Results: 116 patients (63 males with median age 48 years) were analyzed with median 3 (IQR: 2-5) tumors and 5 (IQR: 2-12) cysts per kidney. Median preoperative GFR was 70 (IQR 58-88), with GFR preserved at POD 1, 3 months and 12 months follow-up at 76, 90, and 91 percent respectively.
On regression analysis, pre-operative kidney parenchymal volume negatively correlated with % preoperative GFR preserved at POD1 (r=-0.367 p=0.034), but not at 3 or 12 months. Comparing patients with a preop GFR <60 to those with GFR>60, number of tumors was higher in lower GFR cohort (4 tumors, IQR 2-7 VS 3 tumors, IQR 1-4, p=0.016, Wilcoxon-Rank Sum), which persisted at 12 months (p=0.036).

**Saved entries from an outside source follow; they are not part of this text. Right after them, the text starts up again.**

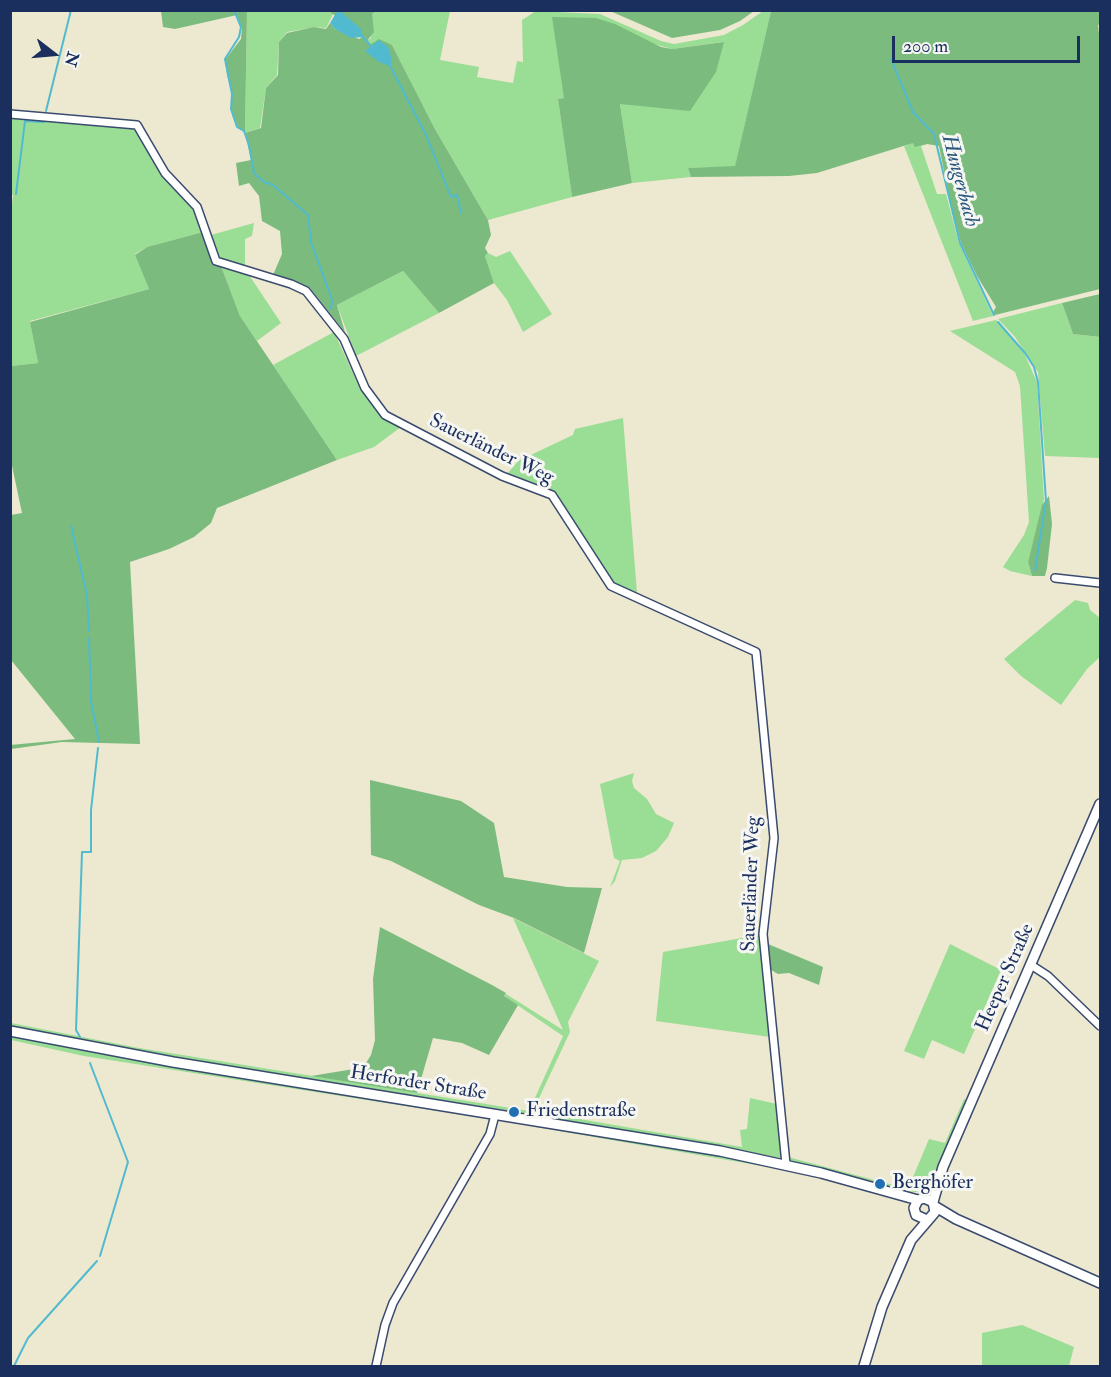 <!DOCTYPE html>
<html>
<head>
<meta charset="utf-8">
<style>
	body { margin:0 }
	#map { position:relative; width:1111px; height:1377px; overflow:hidden; background:#ede8d0; font-family:"IM FELL Double Pica",serif }
	canvas { display:block }
	.frame { position:absolute; inset:0; border:12px solid #1b2f5e; pointer-events:none }
	.north { position:absolute; left:24px; top:24px; width:60px; height:60px; -webkit-text-stroke:4px #f6f6f2; paint-order:stroke; rotate:106deg; font-size:16px; font-weight:700; line-height:24px; text-align:center; color:#1b2f5e }
	.north::after { content:''; display:block; margin:auto; width:21px; height:27px; background:#1b2f5e; clip-path:polygon(50% 0,100% 100%,50% 72%,0 100%) }
	.scale { position:absolute; left:892px; top:36px; width:188px; height:27px; box-sizing:border-box; border:3px solid #1b2f5e; border-top:0; padding-left:8px; font-size:18px; line-height:21px; white-space:nowrap; color:#1b2f5e; -webkit-text-stroke:4px #f6f6f2; paint-order:stroke }
</style>
</head>
<body>
<div id="map">
<canvas width="1111" height="1377"></canvas>
<div class="frame"></div>
<div class="north">N</div>
<div class="scale">200 m</div>
</div>
<script>
const ctx = document.querySelector('canvas').getContext('2d');
ctx.lineJoin = 'round';
function paint(path, color) {
  ctx.fillStyle = color;
  ctx.fill(path, 'evenodd');
}
function poly(rows) {
  const path = new Path2D();
  for (const r of rows) {
    path.moveTo(r[0], r[1]);
    for (let i = 2; i < r.length; i += 2) path.lineTo(r[i], r[i + 1]);
  }
  return path;
}
function strokePath(path, color, width, dash) {
  ctx.strokeStyle = color;
  ctx.lineWidth = width;
  ctx.lineCap = dash ? 'butt' : 'round';
  ctx.setLineDash(dash || []);
  ctx.stroke(path);
}
function drawText(font, color, halo, rows, align = 'center') {
  ctx.font = font + ' "IM FELL Double Pica",serif';
  ctx.lineWidth = 6;
  ctx.setLineDash([]);
  ctx.textBaseline = 'middle';
  ctx.strokeStyle = halo;
  ctx.fillStyle = color;
  for (const [text, x, y, turn = 0] of rows) {
    ctx.save();
    ctx.translate(x, y);
    ctx.rotate((+turn || 0) * Math.PI / 180);
    ctx.textAlign = isNaN(turn) ? turn : align;
    if (halo) ctx.strokeText(text, 0, 0);
    ctx.fillText(text, 0, 0);
    ctx.restore();
  }
}
paint(poly([
	[247,11,340,11,333,14,326,28,315,27,287,32,279,42,277,75,266,88,260,128,245,133],
	[376,11,450,11,440,60,479,67,477,77,513,83,517,61,523,62,522,20,536,11,600,14,661,41,674,44,724,35,743,25,763,11,771,11,735,167,688,168,691,177,632,183,620,104,723,42,672,49,650,43,564,98,558,99,572,197,488,220,435,129,392,45,370,45,366,41,371,38,372,14],
	[886,11,927,144,921,146,937,194,946,194,959,243,993,316,973,321,904,146,908,145],
	[11,116,136,128,164,175,195,211,203,232,147,247,135,254,149,289,30,321,38,363,11,366,10,223,13,195,10,195],
	[254,223,252,236,245,239,245,267,220,258,211,235],
	[510,251,552,314,523,332,507,300,494,283,485,256,488,253,496,257],
	[221,266,249,275,281,323,257,341,240,316],
	[403,271,439,313,356,356,337,305],
	[1062,303,1073,334,1100,337,1100,458,1045,456,1038,372,1015,337,998,319],
	[996,320,1024,353,1037,382,1044,500,1028,562,1032,576,1010,571,1003,567,1024,535,1029,522,1020,386,1015,372,950,331],
	[334,332,358,384,375,409,384,418,401,427,374,447,337,460,273,365],
	[623,418,637,593,614,583,555,494,550,489,508,473,518,461,573,435,575,429],
	[1075,600,1088,603,1090,610,1100,618,1100,657,1087,669,1061,705,1021,676,1004,659],
	[634,773,632,781,634,788,647,799,656,814,674,823,668,837,656,851,642,858,622,860,615,881,610,887,620,861,614,858,600,784],
	[513,918,599,961,568,1022,570,1032,533,1111,742,1147,740,1130,747,1129,750,1098,777,1104,781,1158,512,1111,113,1049,11,1028,11,1023,139,1048,529,1111,563,1036,504,996,506,994,563,1030],
	[759,935,770,1037,656,1021,663,952],
	[950,944,1001,970,964,1054,932,1040,924,1059,904,1051],
	[11,1034,486,1116,489,1119,84,1056,11,1040],
	[964,1099,968,1101,940,1166,928,1187,916,1192,895,1190,875,1182,793,1162,788,1157,908,1189,929,1139,945,1143],
	[538,1124,780,1166,768,1167,536,1127],
	[1022,1325,1074,1347,1069,1366,982,1366,982,1333]
]), '#9add95');
paint(poly([
	[161,11,247,11,245,133,261,128,266,88,278,75,279,42,287,33,314,27,326,29,330,23,335,29,359,39,362,37,329,11,376,11,372,14,374,32,367,41,370,45,379,39,392,45,435,129,488,220,491,235,485,248,488,253,485,256,494,283,439,313,403,271,337,305,345,332,309,287,273,275,282,254,280,231,262,221,259,196,249,183,239,186,236,163,251,160,245,133,238,127,232,112,232,94,227,75,225,60,241,39,242,28,237,15,175,29,163,27],
	[610,11,754,11,740,21,720,30,672,38],
	[771,11,1100,11,1100,24,1098,25,1100,43,1100,289,995,315,993,312,996,307,977,276,961,243,951,206,939,146,927,144,915,147,913,143,817,173,789,176,691,177,688,168,735,166],
	[552,17,596,18,615,24,661,47,672,49,724,42,716,72,690,111,620,104,632,183,572,197,558,99,564,98],
	[203,232,213,264,221,266,240,316,337,460,217,508,211,523,194,537,169,549,130,562,140,744,62,742,11,749,10,745,75,739,11,660,11,515,22,513,11,461,11,366,38,363,30,322,149,289,135,255,147,247],
	[1100,294,1100,337,1073,334,1062,303],
	[1049,496,1052,524,1047,568,1045,576,1032,576,1028,562,1042,505],
	[370,780,461,801,494,823,504,877,567,887,602,888,584,953,514,918,479,905,391,861,371,855],
	[380,927,492,985,506,993,504,996,518,1005,489,1055,462,1043,433,1038,417,1093,311,1076,354,1069,366,1063,371,1055,375,1040,373,979],
	[768,944,823,967,819,985,789,973,778,974,771,970]
]), '#7bbc7e');
paint(poly([
	[340,11,361,29,363,37,351,38,335,29,330,23,336,13],
	[379,40,388,47,392,59,390,66,379,62,365,51]
]), '#51bacf');
strokePath(poly([
	[234,10,241,27,239,37,225,59,232,94,231,109,237,127,244,131,249,145,254,173,264,182,273,185,308,215,311,242,332,300,331,309],
	[362,36,372,47],
	[891,59,913,112,934,134,960,243,994,315],
	[389,64,426,135,451,197,457,195,461,213],
	[46,111,71,10],
	[16,194,25,121,44,122],
	[998,322,1025,353,1034,367,1038,382,1046,501,1035,570],
	[71,526,87,595,89,631],
	[89,638,91,701,99,742],
	[80,1037,76,1030,82,852,91,852,91,810,98,748],
	[90,1063,128,1162,100,1256],
	[14,1366,28,1338,97,1261]
]), '#51bacf', 2);
const street = poly([
	[10,114,137,125,165,173,197,207,216,261,291,284,306,291,344,339,365,388,385,415,502,476,552,495,611,586,756,652,774,838,763,934,786,1164],
	[1055,578,1100,583],
	[1031,965,1048,976,1100,1026],
	[376,1366,385,1325,393,1303,490,1134,495,1115]
]);
const secondary = poly([
	[10,1031,173,1062,720,1151,821,1173,918,1200],
	[933,1202,943,1167,1100,804],
	[936,1207,956,1219,1100,1283],
	[864,1366,882,1307,911,1240,935,1212,933,1202,924,1198,918,1200,914,1208,916,1215,927,1220]
]);
strokePath(street, '#3a4b6f', 10);
strokePath(secondary, '#3a4b6f', 12);
strokePath(street, '#fff', 7);
strokePath(secondary, '#fff', 9);
for (const [x, y, r, color] of [
	[514,1112,6,"#1f6fb2"],
	[880,1184,6,"#1f6fb2"]
]) {
  const dot = new Path2D();
  dot.arc(x, y, r, 0, 2 * Math.PI);
  ctx.fillStyle = color;
  ctx.fill(dot);
  strokePath(dot, '#f6f6f2', 2);
}
drawText('20px', '#1b2f5e', '#f6f6f2', [
	["Sauerländer Weg",491,450,26],
	["Sauerländer Weg",752,884,-88],
	["Heeper Straße",1006,978,-66],
	["Herforder Straße",418,1084,9]
]);
drawText('20px', '#1b2f5e', '#f6f6f2', [
	["Friedenstraße",526,1112],
	["Berghöfer",892,1184]
], 'left');
drawText('italic 21px', '#2b5980', '#f6f6f2', [
	["Hungerbach",959,181,75]
]);
</script>
</body>
</html>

Among patients who developed proteinuria at 3-6 months after surgery, degree of proteinuria was related to the number of tumors identified at pre-op (p=0.005, Wilcoxon-Rank Sum). Across all post-op timepoints, both number and volume of renal cysts were not associated renal disease.
Conclusions: Preoperative MRI offers insight into renal function after surgery. Parenchymal volume before surgery was not associated with long term renal functional outcomes, likely due to renal compensation. Tumor, but not cyst burden was related to functional outcomes post-surgery.